┌──
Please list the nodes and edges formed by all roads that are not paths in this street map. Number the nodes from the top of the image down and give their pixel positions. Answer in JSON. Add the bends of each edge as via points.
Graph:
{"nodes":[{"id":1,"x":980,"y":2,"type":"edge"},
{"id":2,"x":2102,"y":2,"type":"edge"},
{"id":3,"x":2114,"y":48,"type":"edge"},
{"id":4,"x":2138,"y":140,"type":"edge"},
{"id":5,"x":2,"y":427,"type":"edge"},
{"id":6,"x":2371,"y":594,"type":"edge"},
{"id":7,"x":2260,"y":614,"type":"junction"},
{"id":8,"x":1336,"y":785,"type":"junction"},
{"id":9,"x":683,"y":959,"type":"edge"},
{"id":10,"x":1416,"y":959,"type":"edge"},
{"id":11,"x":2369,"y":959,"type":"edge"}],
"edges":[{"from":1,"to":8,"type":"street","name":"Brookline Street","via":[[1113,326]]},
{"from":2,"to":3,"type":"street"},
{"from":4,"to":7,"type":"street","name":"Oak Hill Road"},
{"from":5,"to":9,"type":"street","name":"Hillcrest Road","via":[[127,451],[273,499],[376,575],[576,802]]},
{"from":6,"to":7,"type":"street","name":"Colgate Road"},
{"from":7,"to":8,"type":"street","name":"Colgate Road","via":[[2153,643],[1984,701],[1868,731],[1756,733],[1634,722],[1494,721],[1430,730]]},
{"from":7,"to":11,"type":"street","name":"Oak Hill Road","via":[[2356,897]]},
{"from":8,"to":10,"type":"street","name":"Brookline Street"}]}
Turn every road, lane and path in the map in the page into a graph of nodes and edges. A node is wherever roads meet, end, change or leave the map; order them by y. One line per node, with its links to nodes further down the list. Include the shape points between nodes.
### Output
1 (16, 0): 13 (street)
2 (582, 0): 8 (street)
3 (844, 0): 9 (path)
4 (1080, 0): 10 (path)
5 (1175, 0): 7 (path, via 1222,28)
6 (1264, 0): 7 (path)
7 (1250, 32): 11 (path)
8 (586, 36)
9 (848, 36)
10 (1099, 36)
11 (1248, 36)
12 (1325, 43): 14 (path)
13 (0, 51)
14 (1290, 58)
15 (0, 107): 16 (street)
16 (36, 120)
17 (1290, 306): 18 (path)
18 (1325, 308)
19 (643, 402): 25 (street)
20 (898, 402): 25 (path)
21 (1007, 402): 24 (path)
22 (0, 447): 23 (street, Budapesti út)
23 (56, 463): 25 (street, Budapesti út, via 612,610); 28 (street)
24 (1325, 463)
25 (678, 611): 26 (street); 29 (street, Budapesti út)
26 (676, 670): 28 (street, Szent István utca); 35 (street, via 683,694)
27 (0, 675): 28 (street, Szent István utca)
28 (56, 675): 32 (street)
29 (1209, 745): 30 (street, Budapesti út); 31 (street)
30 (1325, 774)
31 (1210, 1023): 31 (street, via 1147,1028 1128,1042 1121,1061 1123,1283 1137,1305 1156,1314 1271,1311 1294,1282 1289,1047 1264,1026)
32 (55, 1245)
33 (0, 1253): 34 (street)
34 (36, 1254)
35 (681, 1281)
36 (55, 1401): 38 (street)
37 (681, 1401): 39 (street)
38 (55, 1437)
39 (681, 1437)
└──
**ACTIVITY:** Copy out each line of the entries above that holds "list".

**ANSWER FOR THIS EXERCISE:**
Please list the nodes and edges formed by all roads that are not paths in this street map. Number the nodes from the top of the image down and give their pixel positions. Answer in JSON. Add the bends of each edge as via points.
Turn every road, lane and path in the map in the page into a graph of nodes and edges. A node is wherever roads meet, end, change or leave the map; order them by y. One line per node, with its links to nodes further down the list. Include the shape points between nodes.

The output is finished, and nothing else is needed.